Will I ever get all the answers to the questions I have with regards to the past, yes, here's my answer - because fuck, shit fucking happened, it did, I can't do anything about the past or worry about the reason things happened.  People fuck up all the time.  Am I supposed to hold a grudge?  No, because all that is going to do is make me completely crazy and plant more doubt and hopelessness in my heart and mind and make me feel as though I wasn't enough.  Maybe I wasn't, but I will be enough for someone else someday.  Right now, I don't even care.  


It is all this negative stuff the weighs me down and makes me feel bad about ME.  This is the weight I need to lose, to shed this shit and to become lighter in my heart and my mind  So I am choosing to free my mind.  


If it doesn't feed my soul, it has to go away.

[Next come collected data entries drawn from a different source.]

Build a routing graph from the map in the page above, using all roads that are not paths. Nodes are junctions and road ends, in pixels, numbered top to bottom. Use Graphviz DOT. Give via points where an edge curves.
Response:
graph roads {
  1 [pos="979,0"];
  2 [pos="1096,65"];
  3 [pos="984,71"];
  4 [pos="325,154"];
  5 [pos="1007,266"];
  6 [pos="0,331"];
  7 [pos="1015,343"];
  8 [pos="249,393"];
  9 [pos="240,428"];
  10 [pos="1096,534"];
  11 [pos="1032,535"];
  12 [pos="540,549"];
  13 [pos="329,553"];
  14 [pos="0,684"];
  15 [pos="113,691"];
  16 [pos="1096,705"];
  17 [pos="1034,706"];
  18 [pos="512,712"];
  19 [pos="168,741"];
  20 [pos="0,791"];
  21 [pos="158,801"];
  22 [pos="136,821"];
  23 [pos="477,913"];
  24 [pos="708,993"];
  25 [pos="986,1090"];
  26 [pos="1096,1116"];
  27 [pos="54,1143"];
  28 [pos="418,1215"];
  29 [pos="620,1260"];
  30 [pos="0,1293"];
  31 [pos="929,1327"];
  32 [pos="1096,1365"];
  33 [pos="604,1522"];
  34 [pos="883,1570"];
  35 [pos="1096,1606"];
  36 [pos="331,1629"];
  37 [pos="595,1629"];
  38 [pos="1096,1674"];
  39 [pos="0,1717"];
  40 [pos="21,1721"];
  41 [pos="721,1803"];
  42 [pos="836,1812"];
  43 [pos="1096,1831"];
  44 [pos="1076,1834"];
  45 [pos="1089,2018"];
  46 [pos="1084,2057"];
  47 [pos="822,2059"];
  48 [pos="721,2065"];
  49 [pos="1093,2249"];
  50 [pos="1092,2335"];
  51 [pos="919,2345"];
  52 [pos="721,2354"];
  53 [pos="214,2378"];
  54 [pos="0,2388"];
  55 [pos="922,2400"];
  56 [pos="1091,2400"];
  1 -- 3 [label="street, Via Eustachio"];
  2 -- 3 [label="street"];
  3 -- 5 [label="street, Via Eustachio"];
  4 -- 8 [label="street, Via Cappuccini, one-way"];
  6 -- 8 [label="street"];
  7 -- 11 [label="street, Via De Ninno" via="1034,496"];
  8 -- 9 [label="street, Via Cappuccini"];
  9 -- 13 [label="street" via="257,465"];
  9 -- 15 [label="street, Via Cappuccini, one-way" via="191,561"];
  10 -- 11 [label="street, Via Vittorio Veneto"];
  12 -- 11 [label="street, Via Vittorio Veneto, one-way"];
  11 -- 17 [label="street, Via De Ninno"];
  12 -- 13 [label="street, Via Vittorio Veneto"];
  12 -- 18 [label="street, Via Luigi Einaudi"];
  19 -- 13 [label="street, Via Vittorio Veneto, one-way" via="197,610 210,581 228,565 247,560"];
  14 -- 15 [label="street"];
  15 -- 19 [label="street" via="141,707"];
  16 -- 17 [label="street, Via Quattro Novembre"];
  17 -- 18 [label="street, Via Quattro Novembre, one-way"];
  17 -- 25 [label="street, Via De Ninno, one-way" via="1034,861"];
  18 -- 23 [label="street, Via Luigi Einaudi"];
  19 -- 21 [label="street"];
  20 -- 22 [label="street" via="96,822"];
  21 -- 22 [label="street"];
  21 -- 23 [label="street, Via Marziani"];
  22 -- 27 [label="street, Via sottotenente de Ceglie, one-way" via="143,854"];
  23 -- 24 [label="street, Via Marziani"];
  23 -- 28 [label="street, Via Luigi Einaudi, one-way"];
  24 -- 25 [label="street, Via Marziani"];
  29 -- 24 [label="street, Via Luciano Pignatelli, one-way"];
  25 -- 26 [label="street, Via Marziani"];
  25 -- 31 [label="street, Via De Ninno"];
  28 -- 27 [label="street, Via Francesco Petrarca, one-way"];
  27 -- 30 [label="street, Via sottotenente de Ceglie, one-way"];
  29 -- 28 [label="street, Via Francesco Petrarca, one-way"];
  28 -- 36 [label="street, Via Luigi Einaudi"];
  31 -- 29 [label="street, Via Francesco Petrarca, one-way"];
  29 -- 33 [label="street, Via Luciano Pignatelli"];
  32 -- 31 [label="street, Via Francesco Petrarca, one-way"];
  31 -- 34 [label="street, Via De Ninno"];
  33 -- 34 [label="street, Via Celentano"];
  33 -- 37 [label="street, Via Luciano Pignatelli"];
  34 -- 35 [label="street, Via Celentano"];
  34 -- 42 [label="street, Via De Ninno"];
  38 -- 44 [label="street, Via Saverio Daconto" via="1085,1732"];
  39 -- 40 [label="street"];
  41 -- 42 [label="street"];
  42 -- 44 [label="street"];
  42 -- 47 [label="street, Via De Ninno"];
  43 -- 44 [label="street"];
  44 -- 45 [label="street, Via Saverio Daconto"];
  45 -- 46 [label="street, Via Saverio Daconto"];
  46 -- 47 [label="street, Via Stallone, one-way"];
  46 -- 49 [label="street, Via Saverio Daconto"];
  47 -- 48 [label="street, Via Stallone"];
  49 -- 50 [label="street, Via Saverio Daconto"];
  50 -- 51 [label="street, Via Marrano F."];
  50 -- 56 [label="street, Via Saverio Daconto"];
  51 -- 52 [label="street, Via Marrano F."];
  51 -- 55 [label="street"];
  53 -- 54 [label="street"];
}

My past was a learning experience for my future so bring on the future!  Let's do this shit!!!

Thursday, July 5, 2018

Freebird Part 1

I don’t want and can’t allow the highs to be high and the lows to be so low in my life.  I can’t allow these fluctuations in my emotions.  I feel like I am on a crazy ass roller-coaster ride and my seat belt just isn’t doing the job of holding me in my seat.  I am suffering from emotional whiplash.  My emotional neck is wrecked from getting whipped one way and then another.  Extreme to extreme.  I get so excited to talk to him and laugh with him and be silly with him.  That happiness is always being overshadowed by the things he says and it quickly jerks me back to reality, like being awakened from the most wonderful dream.  Startling me and disappointing me all at the same time.  It totally sucks.  I want his sweet words to ring true in my heart, in his actions and in how he treats me.  It doesn’t   One cannot live a life of defense and be happy at the same time.  Defense equals guarded equals shutdown equals unhealthy equals destruction.  I cannot live like that.  Chaos causes confusion.  Hell, it’s even deceitful, it’s making a person believe you are one way when in fact you’re not that person at all.  He is not the same person I met 8 months ago.  Maybe he was this person, but was covering him up behind a sweet smile and glorious words dripping with honey.  Nabbed me and called his own.  Then bam, out comes the wolf in sheep’s clothing.  I am extremely frustrated with his jealousy.  Do I want to live my life feeling like I am always being kept tabs on?  Jealousy only shows a huge lack of distrust.  Either you trust me or you don’t.  You have no reason to not believe the words I say.  I am who I am, I say what I think, and I feel what I feel.  You want me to smile when you tell me that you love me?  You want my heart to skip a beat when I see your name pop up on my phone?  You want me to want you and you alone?   Then treat me like a woman, a lady, a friend, a lover, a partner in this life.
A bird has to be bird and fly free.  Free from accusations.  Free from strife.  Free from being questioned.  Free from feeling judged.  Free from my breaking point.  Free from being on the defense.  I just want to fly free.

Wednesday, May 2, 2018

Oh Lover of My ... Nevermind

love.  relationships.  your significant other.  the one you cherish.  you hurt them.  maybe not on purpose... or maybe it is.  cut them to the core with your words.  burned them down with your cutting eyes.  shut them up with your sharp tongue and careless whatever's.  goading them into thinking it's their fault in every disagreement.  you are wrong and they are right.  every time.  you lack a proper tone with which to communicate that doesn't come off brass and harsh.  that look of disdain rolls across your face and settles there and you wonder why your love doesn't smile anymore.  you've spent what seems to be most of the time judging their every move.  questioning what they do and their practices.  too tied up and immersed in their world that you loose sight of your own.  you adopt and adapt to their way of life.  losing yourself in the process.  your words on paper no longer mimic your actions in person.  your temper is quick your words condescending.  you feel challenged when your person does things you don't like. pushing them closer to the edge of the cliff with every negative word. every snarky comment.  every little thing matters and becomes magnified in the heat of the moment. maybe they're not what you expected.  maybe you're not who they thought you were either.